Cinema: the three films to see this week
Posted Dec 7 2022 at 8:00 amUpdated 7 Dec. 2022 at 10:02
Pinocchio is everywhere. After Matteo Garrone in 2019 and Robert Zemeckis this fall, here is on Netflix the animated version of Guillermo del Toro, co-directed by Mark Gustafson. The author of ” The shape of water » propose not an adaptation but a variation on the work of Collodi, published in 1881. The plot is moved to the 1930s and the stakes are shaken up. Is Pinocchio more of a puppet than the kids trained to serve Mussolini’s ambitions? Painting images of rare artisanal beauty, the Mexican filmmaker reverses the moral of the tale: when Collodi encourages little readers to obey, Del Toro invites his spectators to lie in order to better save their own skins. The exercise is fascinating, the film an enchantment. Real thing.

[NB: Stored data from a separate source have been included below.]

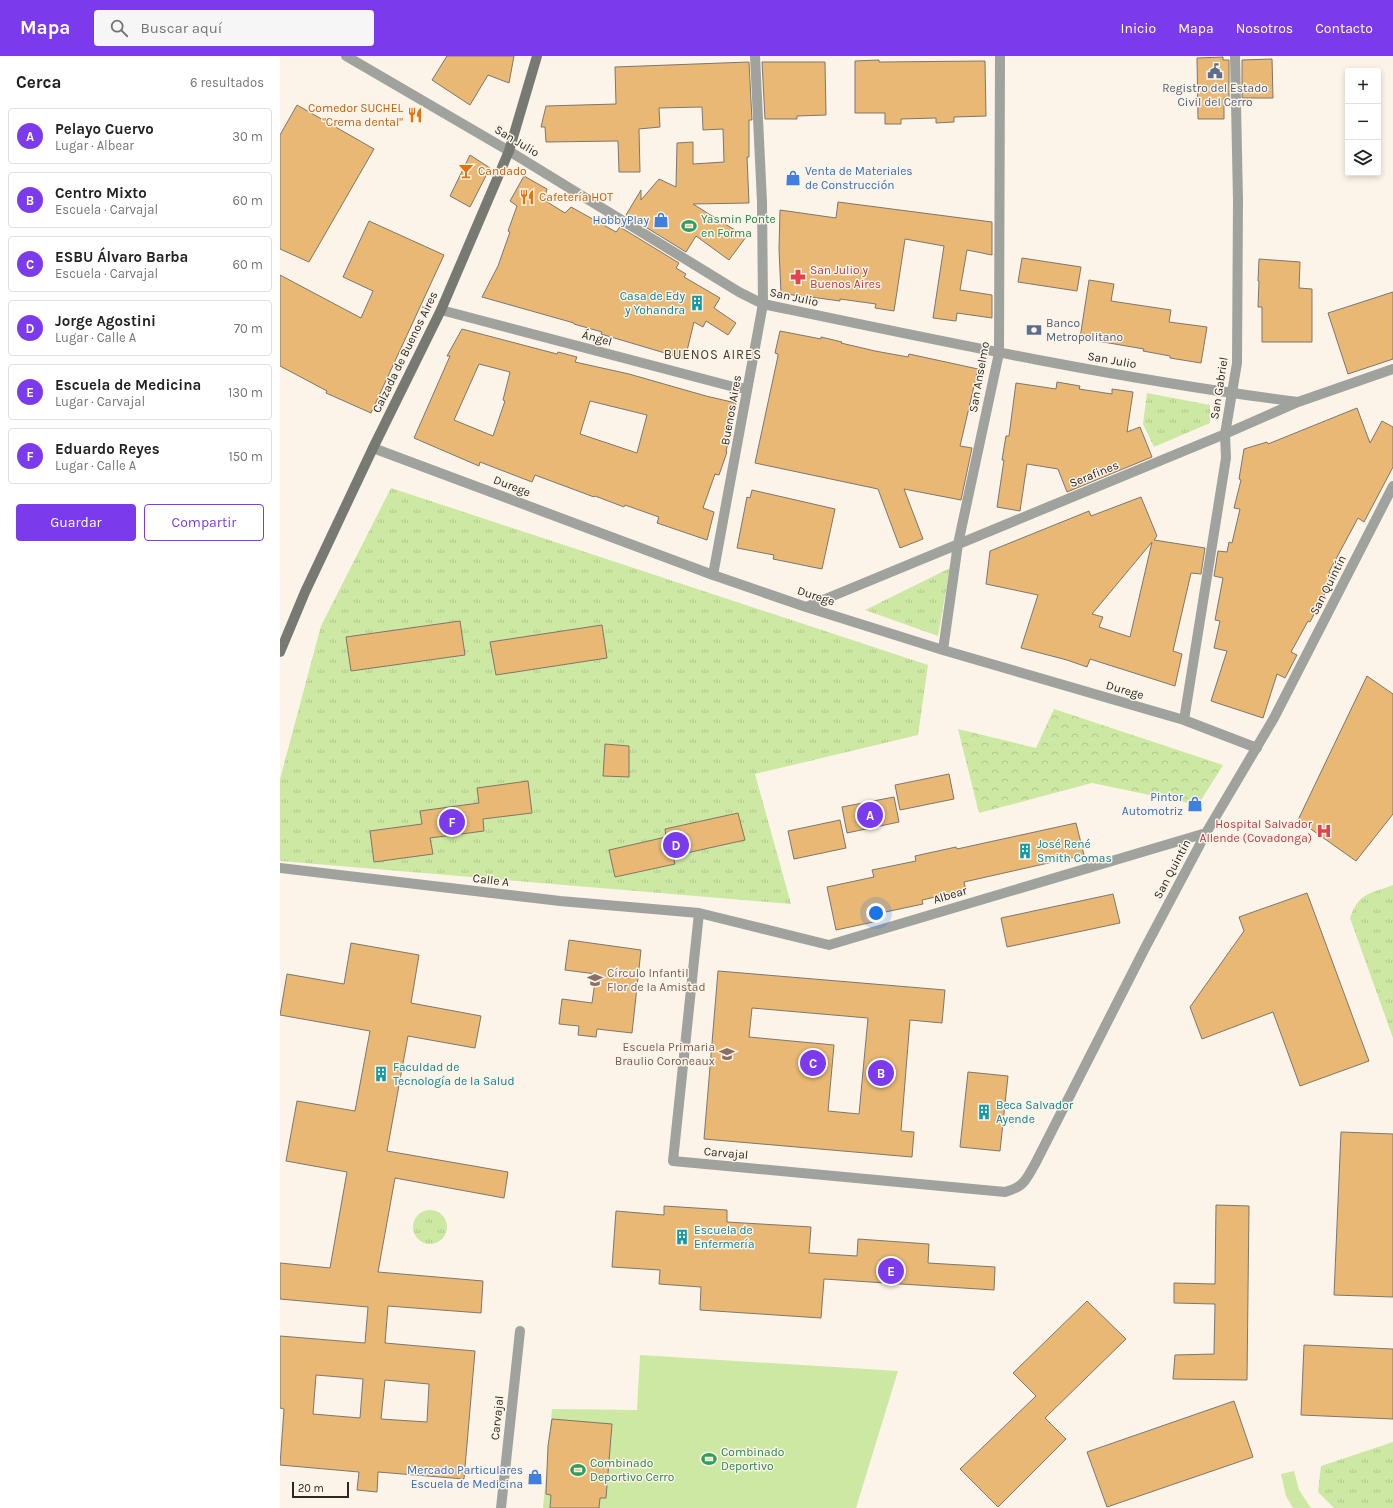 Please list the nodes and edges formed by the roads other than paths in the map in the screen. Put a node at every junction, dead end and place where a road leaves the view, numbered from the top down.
1 (346, 56) edge
2 (537, 56) edge
3 (755, 56) edge
4 (1000, 56) edge
5 (1234, 56) edge
6 (510, 151) junction
7 (763, 304) junction
8 (441, 310) junction
9 (999, 353) junction
10 (1393, 369) edge
11 (747, 389) junction
12 (1231, 394) junction
13 (1298, 402) junction
14 (1225, 434) junction
15 (373, 448) junction
16 (1393, 486) edge
17 (958, 544) junction
18 (714, 575) junction
19 (806, 607) junction
20 (943, 650) junction
21 (280, 652) edge
22 (1184, 720) junction
23 (1257, 748) junction
24 (1206, 833) junction
25 (280, 868) edge
26 (699, 913) junction
27 (1023, 1183) joint
28 (520, 1331) dead end
29 (501, 1508) edge

1 - 6 street, San Julio
2 - 6 street, Calzada de Buenos Aires
3 - 7 street, Buenos Aires
4 - 9 street, San Anselmo
5 - 12 street, San Gabriel
6 - 7 street, San Julio
6 - 8 street, Calzada de Buenos Aires
7 - 9 street, San Julio
7 - 11 street, Buenos Aires
8 - 11 street, Ángel
8 - 15 street, Calzada de Buenos Aires
9 - 12 street, San Julio
9 - 17 street, San Anselmo
10 - 13 street, Serafines
11 - 18 street, Buenos Aires
12 - 13 street, San Julio
12 - 14 street, San Gabriel
13 - 14 street, Serafines
14 - 17 street, Serafines
14 - 22 street, San Gabriel
15 - 18 street, Durege
15 - 21 street, Calzada de Buenos Aires
16 - 23 street, San Quintín
17 - 19 street, Serafines
17 - 20 street, San Anselmo
18 - 19 street, Durege
19 - 20 street, Durege
20 - 22 street, Durege
22 - 23 street, Durege
23 - 24 street, San Quintín
24 - 26 street, Albear
24 - 27 street, San Quintín
25 - 26 street, Calle A
26 - 27 street, Carvajal
28 - 29 street, Carvajal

From Collodi’s text, the film retains one of the most beautiful aspects: the difficulties of being a father… and a son. Maestro of family intrigues, the Japanese Hirokazu Kore-eda comes back with The Lucky Stars, a Korean film. The author of Like father, like son was no doubt fascinated by the “baby boxes” in Korean churches where mothers deposit the children they feel unable to raise. The Lucky Stars opens when two accomplices decide not to favor the orphan but to sell him.
In this minor but pleasant road-movie, as usual, Kore-eda gently films the cruelty of this world. Along a wacky path, like a lost Pinocchio, the baby will find, if not his family, at least a family.
Maïmouna Doucouré appeared in French cinema with ” cute (2020), a tender and invigorating film that took a rare look at polygamy. His new project revisits the African family again. Hawa, a young albino grew up in the north of Paris with his cherry grandmother. Alas, Maminata’s days are numbered and Hawa will soon have to join a foster family. In preparing for this inevitable loss, he has only one idea in mind: to be adopted by Michelle Obama who is just passing through France to promote his autobiography. Hawa will try everything to see her again.
Doucouré cleverly plays with proportions to orchestrate the confrontation between a little girl and a world of giants. Like Pinocchio extricating himself from the entrails of the shark, Hawa will sneak through the corridors of the BNF or Roissy, armed with her determination and her scooter.
In an eclectic cast, the young director directs Thomas Pesquet and pop star Yseult in their own roles, as well as Malian diva Oumou Sangaré. Whether cute was a film about children, Hawaii is a film for children, a Christmas tale set in an ordinary setting. With elegance and mischief, the staging slaloms between magic and realism. While Hawaii arrives on Amazon Prime, Maïmouna Doucouré is already working on her next project: a biopic of Joséphine Baker, the idol of the music hall… who had adopted twelve children.